Whitney holds multiple professional roles and has over 20 years of experience as a front-line practitioner working with young people and communities affected by violence. Her experience expands across the community and criminal justice system.
She has trained in forensic psychodynamic and organisational psychotherapy at the Tavistock and Portman Clinic and Association for Psychodynamic Practice and Counselling in Organisational Settings. Her specialist focus is on violence and trauma using a psychodynamic framework, which influences her work as both a practitioner and trainer. In 2019, Whitney completed an MSc in Violence, Conflict and Development at SOAS. She is currently studying for an MSc in Psychology and Neuroscience of Mental Health at King’s College London, as well as a Diploma in Naturopathic Nutrition at the College of Naturopathic Medicine.
Interview Transcript
My name is Whitney Iles. I am a neurodivergent woman. I am also the founder & CEO of an organisation called Project 507. We work with children and young people affected by violence and, not only do we do the face-to-face work, we also look at systems that generate violence and perpetuate harm in order to work with those systems and transform them so fewer people are harmed.
I will be talking at the ITAKOM Conference about neurodiversity and the criminal justice system. I will be focusing on the work that’s already being done within the criminal justice system, especially the prisons around putting a focus on neurodiversity, but also be thinking about who might be left out of a lot of these conversations and a lot of this work, thinking bout intersectionality and the intersection between gender, race and neurodiversity.

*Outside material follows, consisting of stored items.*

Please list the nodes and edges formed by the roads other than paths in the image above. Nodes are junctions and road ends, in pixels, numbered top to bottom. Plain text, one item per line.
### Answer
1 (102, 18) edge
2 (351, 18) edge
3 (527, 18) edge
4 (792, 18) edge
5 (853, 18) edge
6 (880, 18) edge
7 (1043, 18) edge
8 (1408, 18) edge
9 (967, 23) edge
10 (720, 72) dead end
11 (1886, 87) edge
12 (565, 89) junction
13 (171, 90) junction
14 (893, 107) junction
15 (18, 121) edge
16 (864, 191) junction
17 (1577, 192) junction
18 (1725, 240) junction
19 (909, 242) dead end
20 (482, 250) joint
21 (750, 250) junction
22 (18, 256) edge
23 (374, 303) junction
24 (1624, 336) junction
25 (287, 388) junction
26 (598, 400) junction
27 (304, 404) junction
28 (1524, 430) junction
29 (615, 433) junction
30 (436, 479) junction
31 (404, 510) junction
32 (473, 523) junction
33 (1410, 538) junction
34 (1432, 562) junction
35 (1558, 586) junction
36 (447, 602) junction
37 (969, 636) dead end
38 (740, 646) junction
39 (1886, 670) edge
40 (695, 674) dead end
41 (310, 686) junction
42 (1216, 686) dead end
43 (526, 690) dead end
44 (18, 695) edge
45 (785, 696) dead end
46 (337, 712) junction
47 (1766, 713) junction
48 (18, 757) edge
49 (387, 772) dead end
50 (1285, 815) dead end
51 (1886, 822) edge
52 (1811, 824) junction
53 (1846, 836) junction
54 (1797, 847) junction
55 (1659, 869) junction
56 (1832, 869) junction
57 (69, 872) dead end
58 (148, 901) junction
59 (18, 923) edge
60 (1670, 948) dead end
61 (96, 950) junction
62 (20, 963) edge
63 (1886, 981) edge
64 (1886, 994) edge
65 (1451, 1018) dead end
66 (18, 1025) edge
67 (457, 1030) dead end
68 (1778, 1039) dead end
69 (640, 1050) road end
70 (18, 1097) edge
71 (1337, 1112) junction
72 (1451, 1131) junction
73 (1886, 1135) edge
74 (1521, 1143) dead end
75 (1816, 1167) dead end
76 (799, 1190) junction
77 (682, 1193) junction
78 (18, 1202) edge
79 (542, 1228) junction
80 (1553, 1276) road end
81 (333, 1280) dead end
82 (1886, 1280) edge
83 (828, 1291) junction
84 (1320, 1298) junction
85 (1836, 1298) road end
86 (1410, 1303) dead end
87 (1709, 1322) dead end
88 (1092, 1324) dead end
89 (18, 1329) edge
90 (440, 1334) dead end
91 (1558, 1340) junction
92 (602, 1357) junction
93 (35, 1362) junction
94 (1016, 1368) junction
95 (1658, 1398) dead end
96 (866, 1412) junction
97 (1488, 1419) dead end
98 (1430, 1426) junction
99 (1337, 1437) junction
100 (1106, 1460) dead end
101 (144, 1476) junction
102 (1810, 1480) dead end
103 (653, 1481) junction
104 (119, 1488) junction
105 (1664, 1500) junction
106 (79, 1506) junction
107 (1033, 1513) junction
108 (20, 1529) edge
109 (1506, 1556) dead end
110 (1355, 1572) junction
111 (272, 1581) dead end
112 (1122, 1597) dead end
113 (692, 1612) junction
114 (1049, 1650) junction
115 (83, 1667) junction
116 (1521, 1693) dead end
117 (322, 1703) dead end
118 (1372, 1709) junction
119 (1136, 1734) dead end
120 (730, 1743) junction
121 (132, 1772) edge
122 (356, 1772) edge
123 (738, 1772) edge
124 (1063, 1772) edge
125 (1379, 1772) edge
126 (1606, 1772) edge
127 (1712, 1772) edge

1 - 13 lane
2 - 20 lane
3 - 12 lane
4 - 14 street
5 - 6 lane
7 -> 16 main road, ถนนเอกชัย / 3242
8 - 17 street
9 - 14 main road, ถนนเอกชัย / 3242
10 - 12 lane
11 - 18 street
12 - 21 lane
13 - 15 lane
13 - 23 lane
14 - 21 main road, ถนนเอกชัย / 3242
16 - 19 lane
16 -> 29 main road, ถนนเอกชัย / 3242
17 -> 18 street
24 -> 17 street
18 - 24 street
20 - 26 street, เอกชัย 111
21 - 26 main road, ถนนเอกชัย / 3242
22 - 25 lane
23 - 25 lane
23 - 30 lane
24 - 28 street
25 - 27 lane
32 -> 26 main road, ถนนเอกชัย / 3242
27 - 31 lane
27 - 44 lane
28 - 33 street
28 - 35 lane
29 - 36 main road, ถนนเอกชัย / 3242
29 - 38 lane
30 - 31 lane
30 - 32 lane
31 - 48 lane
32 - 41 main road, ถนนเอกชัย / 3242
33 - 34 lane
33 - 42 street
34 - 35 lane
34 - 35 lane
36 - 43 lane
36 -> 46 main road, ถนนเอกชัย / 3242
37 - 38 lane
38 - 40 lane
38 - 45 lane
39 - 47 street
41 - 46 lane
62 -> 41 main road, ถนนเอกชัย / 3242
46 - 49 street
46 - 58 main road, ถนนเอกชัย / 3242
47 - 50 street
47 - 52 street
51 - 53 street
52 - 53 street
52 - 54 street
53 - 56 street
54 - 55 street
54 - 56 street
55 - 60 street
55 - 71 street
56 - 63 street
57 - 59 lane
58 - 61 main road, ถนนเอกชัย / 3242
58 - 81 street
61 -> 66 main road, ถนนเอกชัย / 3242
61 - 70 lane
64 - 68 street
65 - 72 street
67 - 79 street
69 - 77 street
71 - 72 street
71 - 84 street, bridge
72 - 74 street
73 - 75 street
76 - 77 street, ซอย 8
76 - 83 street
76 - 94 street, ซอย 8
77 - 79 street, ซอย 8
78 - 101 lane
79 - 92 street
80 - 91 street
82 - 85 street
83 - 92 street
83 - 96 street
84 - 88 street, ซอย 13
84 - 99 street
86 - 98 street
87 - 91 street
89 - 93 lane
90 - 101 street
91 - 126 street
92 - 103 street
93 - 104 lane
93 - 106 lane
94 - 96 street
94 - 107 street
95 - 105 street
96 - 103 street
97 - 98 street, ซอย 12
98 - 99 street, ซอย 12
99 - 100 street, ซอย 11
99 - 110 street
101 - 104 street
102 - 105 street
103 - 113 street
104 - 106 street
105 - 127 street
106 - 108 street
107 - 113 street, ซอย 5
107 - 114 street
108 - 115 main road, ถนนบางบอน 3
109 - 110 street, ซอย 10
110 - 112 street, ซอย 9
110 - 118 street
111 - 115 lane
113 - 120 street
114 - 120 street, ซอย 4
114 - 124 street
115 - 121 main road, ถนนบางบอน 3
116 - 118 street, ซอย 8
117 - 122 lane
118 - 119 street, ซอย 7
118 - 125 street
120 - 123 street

I, personally, am really looking forward to ITAKOM because it’s not a conference that I would normally attend. A lot of my work has been very focused around violence, very focused around the criminal system. So, I tend to be at conferences that have themes around trauma and violence and criminal justice, and I’ve never really been able to be my full self in a lot of my professional spaces being an autistic woman as well.
So for me, a lot of this is about opening up myself to a new world and learning what other people are doing, and just having the space to really think and ponder new things and meet other people that might be doing similar work, or might be doing work that’s completely different. But then, seeing how things might overlap, I love to learn and connect the dots with knowledge.

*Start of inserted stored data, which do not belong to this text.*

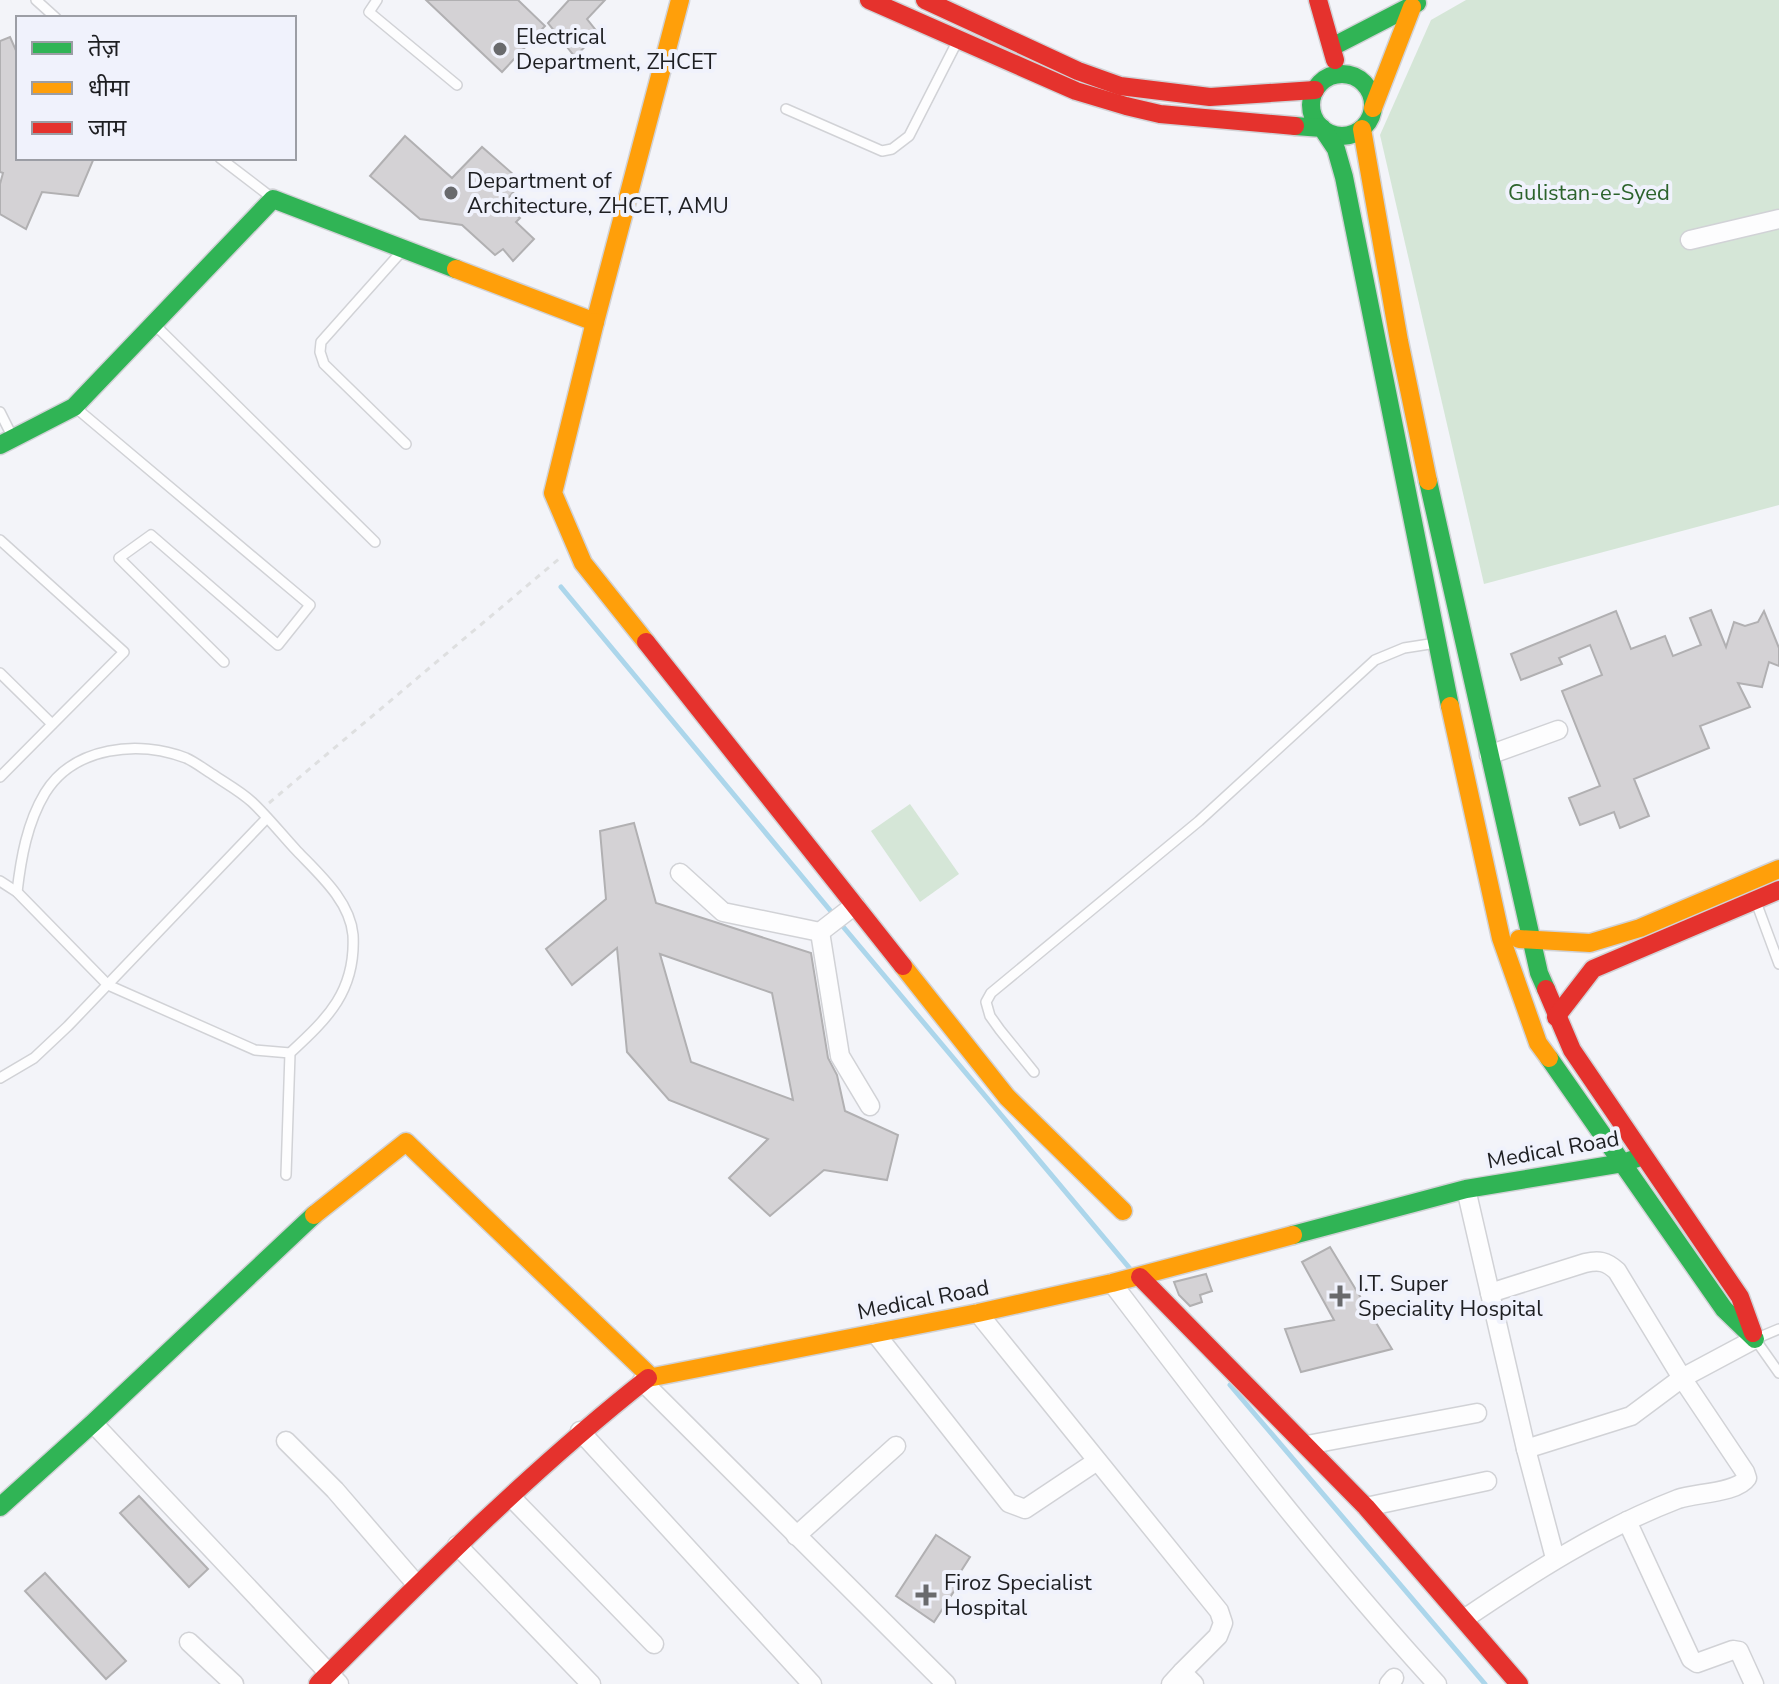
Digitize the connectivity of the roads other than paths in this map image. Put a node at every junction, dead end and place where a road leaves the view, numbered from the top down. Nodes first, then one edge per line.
1 (36, 0) edge
2 (377, 0) edge
3 (680, 0) edge
4 (869, 0) edge
5 (925, 0) edge
6 (1318, 0) edge
7 (1417, 3) edge
8 (54, 16) edge
9 (958, 39) junction
10 (1332, 47) junction
11 (1338, 74) junction
12 (457, 85) dead end
13 (1315, 90) junction
14 (1373, 108) junction
15 (786, 109) dead end
16 (1322, 128) junction
17 (1362, 129) junction
18 (223, 160) edge
19 (273, 199) junction
20 (1779, 219) edge
21 (1690, 240) dead end
22 (404, 249) junction
23 (1396, 317) junction
24 (1374, 321) junction
25 (595, 322) junction
26 (154, 324) junction
27 (74, 407) junction
28 (0, 412) edge
29 (6, 442) edge
30 (406, 444) dead end
31 (0, 540) edge
32 (375, 542) dead end
33 (1438, 643) junction
34 (224, 662) dead end
35 (0, 673) edge
36 (52, 724) junction
37 (1558, 730) dead end
38 (1489, 755) junction
39 (0, 777) edge
40 (264, 814) junction
41 (1779, 869) edge
42 (680, 873) dead end
43 (0, 881) edge
44 (1779, 890) edge
45 (17, 892) junction
46 (1756, 902) junction
47 (855, 905) junction
48 (820, 932) junction
49 (1501, 938) junction
50 (1532, 940) junction
51 (1779, 964) edge
52 (108, 985) junction
53 (1556, 1017) junction
54 (290, 1053) junction
55 (1034, 1072) dead end
56 (0, 1078) edge
57 (870, 1106) dead end
58 (1643, 1156) junction
59 (1623, 1163) junction
60 (286, 1175) dead end
61 (1466, 1189) junction
62 (1123, 1211) dead end
63 (1140, 1277) junction
64 (1112, 1283) junction
65 (1490, 1293) junction
66 (978, 1313) junction
67 (1779, 1329) edge
68 (875, 1333) junction
69 (1755, 1339) junction
70 (1779, 1373) edge
71 (1682, 1378) junction
72 (646, 1379) junction
73 (1477, 1413) dead end
74 (93, 1423) junction
75 (580, 1431) junction
76 (286, 1441) dead end
77 (1307, 1445) junction
78 (896, 1446) dead end
79 (1526, 1449) junction
80 (1097, 1461) junction
81 (1487, 1481) dead end
82 (511, 1497) junction
83 (0, 1507) edge
84 (1366, 1507) junction
85 (1627, 1521) junction
86 (796, 1536) junction
87 (457, 1545) junction
88 (1555, 1558) junction
89 (417, 1585) junction
90 (1464, 1619) junction
91 (189, 1642) dead end
92 (654, 1644) dead end
93 (329, 1680) edge
94 (936, 1680) edge
95 (1182, 1680) edge
96 (234, 1684) edge
97 (591, 1684) edge
98 (812, 1684) edge
99 (1437, 1684) edge
100 (1519, 1684) edge
101 (1754, 1684) edge

1 - 8 lane
2 - 12 lane
3 - 25 street
4 - 9 street
5 - 13 street
6 - 10 street
7 - 10 street
7 - 14 street
9 - 15 lane
9 - 16 street
10 - 11 street
11 - 13 street
11 - 14 street
13 - 16 street
14 - 17 street
16 - 17 street
16 - 24 street
17 - 23 street
18 - 19 lane
19 - 22 street
19 - 26 street
20 - 21 street
22 - 25 street
22 - 30 lane
23 - 24 street
23 - 38 street
24 - 33 street
25 - 47 street
26 - 27 street
26 - 32 lane
27 - 29 street
27 - 34 lane
28 - 29 lane
31 - 36 lane
33 - 49 street
33 - 55 lane
35 - 36 lane
36 - 39 lane
37 - 38 street
38 - 50 street
40 - 45 lane
40 - 52 lane
40 - 54 lane
41 - 50 street
42 - 48 street
43 - 45 lane
44 - 46 street
45 - 52 lane
46 - 51 lane
46 - 53 street
47 - 48 street
47 - 62 street
48 - 57 street
49 - 50 street
49 - 59 street
50 - 53 street
52 - 54 lane
52 - 56 lane
53 - 58 street
54 - 60 lane
58 - 59 street, Medical Road
58 - 69 street
59 - 61 street, Medical Road
59 - 69 street
61 - 63 street, Medical Road
61 - 65 street
63 - 64 street, Medical Road
63 - 77 street
64 - 66 street, Medical Road
64 - 99 street
65 - 71 street
65 - 79 street
66 - 68 street, Medical Road
66 - 80 street
67 - 69 lane
68 - 72 street, Medical Road
68 - 80 street
69 - 70 lane
69 - 71 street
71 - 79 street
71 - 85 street
72 - 74 street
72 - 75 street, Medical Road
72 - 86 street
73 - 77 street
74 - 83 street
74 - 93 street
75 - 82 street, Medical Road
75 - 98 street
76 - 89 street
77 - 84 street
78 - 86 street
79 - 88 street
80 - 95 street
81 - 84 street
82 - 87 street, Medical Road
82 - 92 street
84 - 90 street
85 - 88 street
85 - 101 street
86 - 94 street
87 - 89 street, Medical Road
87 - 97 street
88 - 90 street
89 - 93 street, Medical Road
90 - 100 street
91 - 96 street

I think the idea of neurodiversity is important because, even within the neurodiverse community, there is so much diversity itself, you know. We might be grouped and labelled into certain criteria: you’re autistic, or you have ADHD or you’re dyslexic or dyspraxic. But even within that, us as individuals, we represent so many different things and we are so unique within ourselves.

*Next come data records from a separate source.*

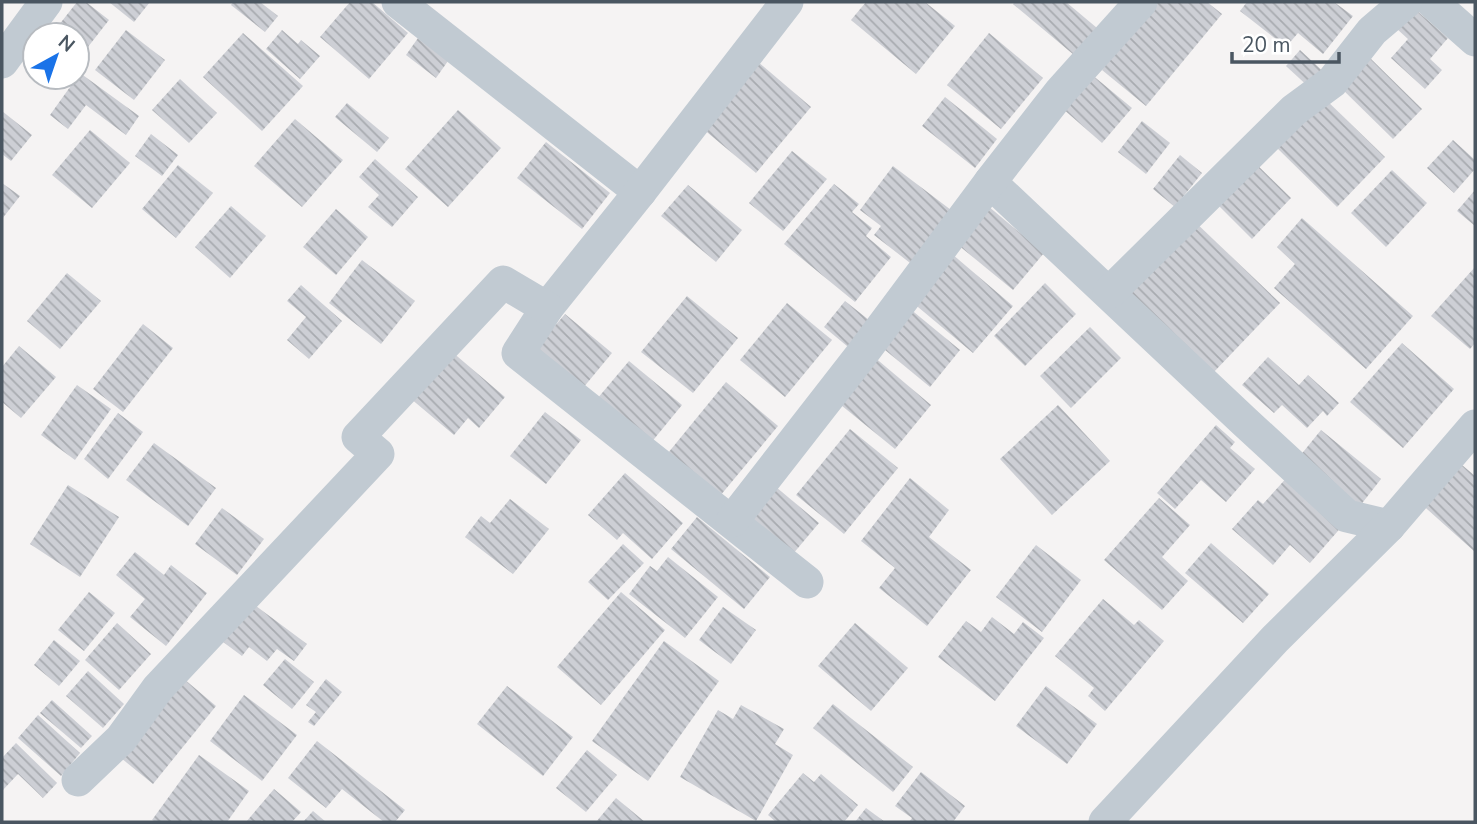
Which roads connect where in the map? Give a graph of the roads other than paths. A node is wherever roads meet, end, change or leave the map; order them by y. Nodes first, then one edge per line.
1 (47, 2) edge
2 (398, 2) edge
3 (787, 2) edge
4 (1141, 2) edge
5 (1406, 2) edge
6 (1432, 2) edge
7 (1475, 40) edge
8 (2, 62) edge
9 (990, 182) junction
10 (640, 192) junction
11 (1109, 293) junction
12 (547, 308) junction
13 (1475, 426) edge
14 (732, 522) junction
15 (1389, 526) junction
16 (807, 582) dead end
17 (78, 780) dead end
18 (1105, 822) edge

1 - 8 street
2 - 10 street
3 - 10 street
4 - 9 street
5 - 11 street
6 - 7 street
9 - 11 street
9 - 14 street
10 - 12 street
11 - 15 street
12 - 14 street
12 - 17 street
13 - 15 street
14 - 16 street
15 - 18 street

And I think that’s so important in this world and in the human experience, that difference, that way that some of us might overlap slightly, where some of us might be completely different, and actually, I think that those differences and those similarities are what kind of create the human experience, but also allow us to divert from the norm and move away from the status quo and think about how do we create a different, a better society?
I think neurodiversity is very, very important when we’re thinking about social justice and human rights and how do we create a society that’s fair, that’s equal, and that’s full of equity. #
And I think that…that’s why I wake up in the morning!